**Source information**.

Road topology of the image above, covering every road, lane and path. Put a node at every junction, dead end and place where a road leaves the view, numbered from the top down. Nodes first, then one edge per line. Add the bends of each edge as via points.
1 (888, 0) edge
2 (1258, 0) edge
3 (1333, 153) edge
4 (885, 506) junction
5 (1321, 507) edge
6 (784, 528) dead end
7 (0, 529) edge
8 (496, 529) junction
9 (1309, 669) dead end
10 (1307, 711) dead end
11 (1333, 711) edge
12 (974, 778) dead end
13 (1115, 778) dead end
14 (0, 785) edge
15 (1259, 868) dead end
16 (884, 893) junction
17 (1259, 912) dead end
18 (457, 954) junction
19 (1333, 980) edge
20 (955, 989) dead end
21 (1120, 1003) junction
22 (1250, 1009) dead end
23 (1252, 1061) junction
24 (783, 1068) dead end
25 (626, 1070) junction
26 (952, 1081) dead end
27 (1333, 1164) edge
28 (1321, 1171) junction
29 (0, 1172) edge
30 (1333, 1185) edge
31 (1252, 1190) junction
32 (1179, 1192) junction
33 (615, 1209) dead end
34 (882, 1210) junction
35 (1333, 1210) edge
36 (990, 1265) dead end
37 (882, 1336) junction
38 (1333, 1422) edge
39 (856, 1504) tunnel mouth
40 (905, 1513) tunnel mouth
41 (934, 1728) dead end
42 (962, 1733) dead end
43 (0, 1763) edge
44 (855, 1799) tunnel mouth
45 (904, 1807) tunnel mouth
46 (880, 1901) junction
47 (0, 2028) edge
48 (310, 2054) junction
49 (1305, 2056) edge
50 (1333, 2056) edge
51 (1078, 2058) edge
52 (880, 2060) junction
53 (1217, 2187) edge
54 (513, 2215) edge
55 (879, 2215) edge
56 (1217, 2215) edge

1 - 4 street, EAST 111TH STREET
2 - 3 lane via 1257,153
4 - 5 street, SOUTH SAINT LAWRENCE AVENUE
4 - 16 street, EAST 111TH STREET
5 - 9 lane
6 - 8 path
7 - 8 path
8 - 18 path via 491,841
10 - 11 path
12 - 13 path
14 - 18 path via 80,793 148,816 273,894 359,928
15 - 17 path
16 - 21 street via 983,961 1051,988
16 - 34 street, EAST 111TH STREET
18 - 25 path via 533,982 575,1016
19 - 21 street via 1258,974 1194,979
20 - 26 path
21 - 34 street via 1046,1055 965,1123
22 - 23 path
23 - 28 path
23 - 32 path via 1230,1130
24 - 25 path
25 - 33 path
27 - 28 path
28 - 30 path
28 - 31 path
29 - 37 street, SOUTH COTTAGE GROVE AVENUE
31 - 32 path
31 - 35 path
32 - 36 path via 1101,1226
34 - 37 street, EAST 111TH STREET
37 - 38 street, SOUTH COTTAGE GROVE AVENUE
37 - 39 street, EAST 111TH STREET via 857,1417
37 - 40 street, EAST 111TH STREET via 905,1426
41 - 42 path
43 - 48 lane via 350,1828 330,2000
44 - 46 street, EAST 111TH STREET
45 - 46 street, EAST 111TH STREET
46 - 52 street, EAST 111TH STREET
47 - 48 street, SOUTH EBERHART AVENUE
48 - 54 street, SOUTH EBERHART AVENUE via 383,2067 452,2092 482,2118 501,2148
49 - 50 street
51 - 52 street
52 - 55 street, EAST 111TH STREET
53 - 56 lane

**How to complete this task**. Looking at the data above, report how many of its lines include the word "EBERHART". The number alone is the answer.

**Final answer**. 2